A five-year-old saying that about moving in her own home.
The knock turned into something heavier.
Not impatient anymore.
Controlled.
Measured.
Like he was testing how long it would take before we broke.
Then Sergio spoke again, softer.
“I don’t want to scare her, Robert.”
A pause.
Then—
“But I will come in if I have to.”
My grip tightened.
I looked down at Ruby.
Her eyes weren’t on the door anymore.
They were on me.
Waiting for permission to exist.
That’s when I realized what had changed in her face.
It wasn’t just fear.
It was expectation.
Like she had been here before.
Like doors opening meant consequences she already knew how to survive.
“Ruby,” I said quietly, “did he ever come inside before?”
Her lips trembled.
She didn’t answer.
That was the answer.
The knock came again—but this time, the lock clicked slightly.
My stomach dropped.
He had a key.
Or had tried.
Or knew exactly how close he was to getting in.
Paula’s voice suddenly screamed through the phone.
“Robert, listen to me—he’s not supposed to know I took her—”
A crash cut her off.
Then silence.
The line stayed open, but there was nothing on the other end.
Just breathing.
Not mine.
Not Ruby’s.
Someone else’s.
Downstairs.
Inside the house.
My blood turned cold.
He wasn’t just outside anymore.
I slowly backed up, pulling Ruby with me toward the stairs.
The knock stopped.
Complete silence followed.
Too complete.
And then—
From the living room, a soft sound.
A chair scraping.
Slow.
Deliberate.
Ruby grabbed my sleeve so hard her fingers went white.

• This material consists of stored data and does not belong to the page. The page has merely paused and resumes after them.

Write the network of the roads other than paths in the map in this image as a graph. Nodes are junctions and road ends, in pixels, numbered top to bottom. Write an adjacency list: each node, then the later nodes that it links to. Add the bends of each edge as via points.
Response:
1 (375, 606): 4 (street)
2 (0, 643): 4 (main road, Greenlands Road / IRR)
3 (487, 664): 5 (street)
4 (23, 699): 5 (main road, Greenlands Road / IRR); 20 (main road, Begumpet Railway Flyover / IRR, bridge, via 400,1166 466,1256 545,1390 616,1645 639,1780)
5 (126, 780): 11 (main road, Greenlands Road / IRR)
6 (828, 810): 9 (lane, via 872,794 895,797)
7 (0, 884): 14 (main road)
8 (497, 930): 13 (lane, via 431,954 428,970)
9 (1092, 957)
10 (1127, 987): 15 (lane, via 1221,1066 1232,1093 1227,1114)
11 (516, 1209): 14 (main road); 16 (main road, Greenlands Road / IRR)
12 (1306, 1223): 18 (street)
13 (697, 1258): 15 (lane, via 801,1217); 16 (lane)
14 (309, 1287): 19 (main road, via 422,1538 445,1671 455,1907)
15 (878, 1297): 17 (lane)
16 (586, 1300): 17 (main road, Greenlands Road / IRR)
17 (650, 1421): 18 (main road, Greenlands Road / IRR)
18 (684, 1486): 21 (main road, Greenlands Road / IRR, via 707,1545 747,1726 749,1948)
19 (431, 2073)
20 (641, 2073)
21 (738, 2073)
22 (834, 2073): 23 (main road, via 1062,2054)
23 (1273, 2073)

“He’s inside,” she whispered.
My mind snapped into focus.
No more waiting.
No more listening.
I lifted Ruby into my arms.
She didn’t resist this time.
She clung.
I moved toward the stairs just as footsteps began again—this time behind the couch, closer than before.
Sergio’s voice came, no longer calm.
“Robert… don’t make her run.”
I froze for half a second.
Then I saw it.
On the floor near the hallway table.
A small black device.
Blinking.
A camera.
Not hidden anymore.
Just… watching.
Ruby saw it too.
And buried her face into my shoulder.
That’s when I understood the worst part.
He wasn’t coming to take her.
He was coming to confirm she was still there.
The footsteps shifted again.
Closer.
I turned toward the stairs—
—and the front door rattled behind us.
Not from knocking.
From being unlocked.
Sergio spoke one last time, right inside the house now.
“I told you,” he said softly. “She never leaves.”
And Ruby whispered something against my shoulder that made my entire body go still:
“He says that when he’s not supposed to be here.”